Думаю, испуг от импульсных сигналов мог быть вызван тем, что они имеют отдаленное сходство с лоцирующими щелчками касатки - грозы всех китообразных. Вряд ли наши дельфины были знакомы с этим хищником, не брезгующим и своими мелкими сородичами. Но вполне вероятно, что эта активно-оборонительная реакция возникала как следствие врожденного рефлекса, сохранившегося еще с той поры, когда с этими «дельфиноедами» могли сталкиваться их предки. А прекращение подачи собственных сигналов (затаивание) можно рассматривать в этом случае как проявление пассивно-оборонительного рефлекса. Животные умолкали, чтобы не дать возможности угрожающему животному определить жертву по издаваемым ею звукам. (Именно так поступают белухи - касатки довольно часто охотятся на них. )

Цель экспериментов по выявлению реакции дельфинов на различные частоты - выбор звуков, к которым дельфины были бы индифферентны. Зная частоты звуков, на которые дельфины реагируют спокойно, мы могли приступить к изготовлению сигнализаторов, чтобы управлять животными при дрессировке.

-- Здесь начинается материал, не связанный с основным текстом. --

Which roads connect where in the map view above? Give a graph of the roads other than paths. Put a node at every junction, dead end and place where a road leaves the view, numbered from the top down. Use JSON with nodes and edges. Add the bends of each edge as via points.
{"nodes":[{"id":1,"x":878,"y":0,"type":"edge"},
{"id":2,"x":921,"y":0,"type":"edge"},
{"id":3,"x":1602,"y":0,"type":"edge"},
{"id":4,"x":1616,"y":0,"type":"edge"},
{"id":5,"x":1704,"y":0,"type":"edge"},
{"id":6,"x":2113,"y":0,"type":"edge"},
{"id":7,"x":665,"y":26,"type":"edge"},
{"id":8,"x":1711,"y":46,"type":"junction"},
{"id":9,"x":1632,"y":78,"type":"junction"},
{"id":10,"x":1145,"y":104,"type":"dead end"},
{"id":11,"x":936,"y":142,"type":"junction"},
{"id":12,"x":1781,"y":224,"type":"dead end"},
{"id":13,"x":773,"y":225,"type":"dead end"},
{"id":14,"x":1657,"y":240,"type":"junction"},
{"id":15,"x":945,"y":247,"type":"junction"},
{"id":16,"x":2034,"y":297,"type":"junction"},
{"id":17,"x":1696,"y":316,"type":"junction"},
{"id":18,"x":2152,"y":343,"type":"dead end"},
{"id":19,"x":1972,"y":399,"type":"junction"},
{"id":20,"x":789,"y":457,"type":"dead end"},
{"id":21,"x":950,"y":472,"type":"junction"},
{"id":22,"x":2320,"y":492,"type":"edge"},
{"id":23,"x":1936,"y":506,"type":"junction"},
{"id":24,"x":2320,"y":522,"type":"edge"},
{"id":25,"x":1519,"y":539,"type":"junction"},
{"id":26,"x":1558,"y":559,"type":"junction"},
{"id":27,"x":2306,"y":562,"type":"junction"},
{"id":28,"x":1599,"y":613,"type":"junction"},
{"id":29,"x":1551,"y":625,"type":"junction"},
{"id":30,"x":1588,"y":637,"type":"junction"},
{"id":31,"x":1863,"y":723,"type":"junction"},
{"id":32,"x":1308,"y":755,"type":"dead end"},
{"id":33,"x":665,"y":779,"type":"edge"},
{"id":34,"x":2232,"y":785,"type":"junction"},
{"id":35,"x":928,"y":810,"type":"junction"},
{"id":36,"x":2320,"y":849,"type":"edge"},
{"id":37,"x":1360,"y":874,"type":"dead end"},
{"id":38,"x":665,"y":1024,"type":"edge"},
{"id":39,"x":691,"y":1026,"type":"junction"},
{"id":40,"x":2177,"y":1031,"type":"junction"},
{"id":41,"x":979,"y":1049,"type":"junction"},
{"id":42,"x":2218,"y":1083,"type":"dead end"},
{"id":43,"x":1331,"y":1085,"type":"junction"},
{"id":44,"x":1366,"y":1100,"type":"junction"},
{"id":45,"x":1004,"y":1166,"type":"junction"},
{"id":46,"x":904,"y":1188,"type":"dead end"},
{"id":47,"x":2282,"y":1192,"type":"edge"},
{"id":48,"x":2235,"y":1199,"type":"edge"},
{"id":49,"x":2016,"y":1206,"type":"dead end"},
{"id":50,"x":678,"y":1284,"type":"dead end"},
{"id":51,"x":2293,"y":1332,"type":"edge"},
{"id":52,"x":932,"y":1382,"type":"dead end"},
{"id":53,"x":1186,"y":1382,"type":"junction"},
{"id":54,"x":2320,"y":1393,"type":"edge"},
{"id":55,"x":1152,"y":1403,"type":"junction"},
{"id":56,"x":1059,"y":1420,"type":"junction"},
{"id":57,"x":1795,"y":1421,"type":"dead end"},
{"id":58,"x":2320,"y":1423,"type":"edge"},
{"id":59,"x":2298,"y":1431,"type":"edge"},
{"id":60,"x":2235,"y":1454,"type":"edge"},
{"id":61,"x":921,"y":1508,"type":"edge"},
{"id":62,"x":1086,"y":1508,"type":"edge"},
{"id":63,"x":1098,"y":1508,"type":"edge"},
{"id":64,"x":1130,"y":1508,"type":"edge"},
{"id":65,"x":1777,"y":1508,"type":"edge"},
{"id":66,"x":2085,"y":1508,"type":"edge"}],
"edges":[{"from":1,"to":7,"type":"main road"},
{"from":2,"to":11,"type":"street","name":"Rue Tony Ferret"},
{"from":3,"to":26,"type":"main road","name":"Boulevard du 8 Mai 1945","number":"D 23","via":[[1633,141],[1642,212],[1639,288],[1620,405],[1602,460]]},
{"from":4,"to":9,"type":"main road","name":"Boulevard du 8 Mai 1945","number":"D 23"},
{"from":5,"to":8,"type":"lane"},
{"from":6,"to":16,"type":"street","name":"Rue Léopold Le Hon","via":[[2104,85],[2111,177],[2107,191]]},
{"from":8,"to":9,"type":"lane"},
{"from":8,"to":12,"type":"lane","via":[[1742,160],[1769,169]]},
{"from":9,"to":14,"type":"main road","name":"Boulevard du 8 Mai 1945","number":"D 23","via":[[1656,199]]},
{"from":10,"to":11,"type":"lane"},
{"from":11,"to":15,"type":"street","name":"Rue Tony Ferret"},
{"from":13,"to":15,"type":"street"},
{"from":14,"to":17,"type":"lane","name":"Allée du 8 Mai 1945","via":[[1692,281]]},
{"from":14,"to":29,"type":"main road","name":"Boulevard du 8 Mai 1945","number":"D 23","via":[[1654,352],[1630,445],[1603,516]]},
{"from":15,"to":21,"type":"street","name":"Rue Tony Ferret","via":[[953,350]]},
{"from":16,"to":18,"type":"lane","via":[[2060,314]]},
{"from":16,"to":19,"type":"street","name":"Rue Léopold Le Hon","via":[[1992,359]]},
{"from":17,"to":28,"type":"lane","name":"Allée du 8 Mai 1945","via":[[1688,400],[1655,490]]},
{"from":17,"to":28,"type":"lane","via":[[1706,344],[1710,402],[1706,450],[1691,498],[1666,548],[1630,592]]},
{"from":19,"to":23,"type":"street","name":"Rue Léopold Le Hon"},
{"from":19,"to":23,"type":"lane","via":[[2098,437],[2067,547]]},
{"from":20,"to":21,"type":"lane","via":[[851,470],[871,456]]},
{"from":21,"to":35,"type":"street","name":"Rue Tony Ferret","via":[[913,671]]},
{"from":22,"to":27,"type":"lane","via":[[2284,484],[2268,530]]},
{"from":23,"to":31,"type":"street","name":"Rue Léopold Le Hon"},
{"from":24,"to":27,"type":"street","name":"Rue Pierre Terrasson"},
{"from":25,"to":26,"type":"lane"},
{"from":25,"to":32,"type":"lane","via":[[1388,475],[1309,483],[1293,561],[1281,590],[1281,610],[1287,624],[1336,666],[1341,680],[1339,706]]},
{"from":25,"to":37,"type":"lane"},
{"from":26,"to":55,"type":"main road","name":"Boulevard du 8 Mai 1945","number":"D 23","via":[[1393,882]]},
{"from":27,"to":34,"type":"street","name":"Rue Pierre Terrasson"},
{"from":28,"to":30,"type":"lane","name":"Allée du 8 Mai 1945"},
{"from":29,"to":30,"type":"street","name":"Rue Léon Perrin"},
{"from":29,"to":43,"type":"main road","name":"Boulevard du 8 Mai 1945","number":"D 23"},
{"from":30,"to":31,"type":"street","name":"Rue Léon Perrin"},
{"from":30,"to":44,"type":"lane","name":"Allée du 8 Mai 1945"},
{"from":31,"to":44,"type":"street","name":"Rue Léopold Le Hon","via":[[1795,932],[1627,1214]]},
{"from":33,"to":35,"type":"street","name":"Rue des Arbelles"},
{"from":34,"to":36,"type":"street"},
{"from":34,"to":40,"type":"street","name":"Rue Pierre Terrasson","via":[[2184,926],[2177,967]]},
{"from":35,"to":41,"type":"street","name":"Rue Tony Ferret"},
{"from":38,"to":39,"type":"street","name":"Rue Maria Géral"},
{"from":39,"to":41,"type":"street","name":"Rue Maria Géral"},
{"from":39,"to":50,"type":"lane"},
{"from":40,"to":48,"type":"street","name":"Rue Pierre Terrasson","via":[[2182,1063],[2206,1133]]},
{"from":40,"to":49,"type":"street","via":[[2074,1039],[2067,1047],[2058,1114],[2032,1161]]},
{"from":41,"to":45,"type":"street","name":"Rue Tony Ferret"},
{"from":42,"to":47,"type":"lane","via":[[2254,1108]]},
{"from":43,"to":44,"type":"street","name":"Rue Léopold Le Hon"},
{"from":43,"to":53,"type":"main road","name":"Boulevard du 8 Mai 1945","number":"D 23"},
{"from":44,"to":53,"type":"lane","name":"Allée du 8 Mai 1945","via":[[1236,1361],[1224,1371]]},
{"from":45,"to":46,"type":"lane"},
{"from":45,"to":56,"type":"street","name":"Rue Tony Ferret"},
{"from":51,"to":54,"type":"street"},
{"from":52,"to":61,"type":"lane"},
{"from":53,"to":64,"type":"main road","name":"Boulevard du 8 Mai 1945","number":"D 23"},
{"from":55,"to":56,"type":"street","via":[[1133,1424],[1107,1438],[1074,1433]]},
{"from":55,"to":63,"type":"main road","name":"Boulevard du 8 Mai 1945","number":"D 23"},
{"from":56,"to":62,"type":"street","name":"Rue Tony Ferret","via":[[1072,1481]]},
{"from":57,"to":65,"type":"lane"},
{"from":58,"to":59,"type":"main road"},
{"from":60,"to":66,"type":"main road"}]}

К этому времени многие из нас научились довольно похоже (как показало сличение спектров) имитировать некоторые свисты, издаваемые дельфинами. Как-то вечером я тихо подошел к бассейну, где скучала в одиночестве Игрунья, и, решив проверить ее реакцию, начал поочередно, с небольшими интервалами воспроизводить различные свисты. На имитацию просьбы рыбы дельфиниха не реагировала, но при подаче мною сигнала, издаваемого дельфином, оказавшимся в незнакомой обстановке, Игрунья вздрогнула и, отвечая похожим свистом, начала плавать по бассейну, очевидно, отыскивая источник звука. Убедившись, что никого и ничего нового в ее обиталище нет, Игрунья перестала отвечать, успокоилась и на все мои дальнейшие провокации не реагировала. Интересно, что на собственные свисты, записанные на магнитофон и транслировавшиеся в бассейн, Игрунья почти никак не реагировала. Дельфиниха даже не приближалась к динамику, из которого неслись звуки. Возможно, причина тому - фон собственных шумов аппаратуры, придававших свистам несвойственную им «техническую» окраску и делавших их непохожими на те звуки, которые в действительности издают животные.

Дельфины способны очень хорошо копировать звуки. Мы убедились в этом, когда на одной из тренировок по «баскетполо» в бассейне вдруг раздался отчетливый и громкий звук свистка, который подавал дрессировщик, когда мяч забрасывался в кольцо (вслед за этим животные обычно получали поощрение - порцию рыбы). Но свисток висел на шее у дрессировщика, а звук несся со стороны животных - оказалось, что подражала сигналу Марфа. Как только она это сделала, все дельфины, как обычно, сгруппировались у кольца, ожидая рыбу. Очевидно, их, как и нас, свист Марфы ввел в заблуждение. Рыбу, конечно, они не получили. Но подачу сигналов свистком в этой игре пришлось отменить, так как Марфа, а вскоре к ней присоединилась и Игрунья, постоянно устраивали звуковые «провокации», сбивая этим с толку остальных.

Других случаев подражания не наблюдалось. Возможно, мы их просто не замечали, потому что, к сожалению, не вели постоянного контроля за звуками, издаваемыми дельфинами. Но точность воспроизведения дельфинами свистка красноречиво свидетельствовала о том, что эти животные способны легко и безошибочно копировать звуки, которых нет в их собственном «словаре».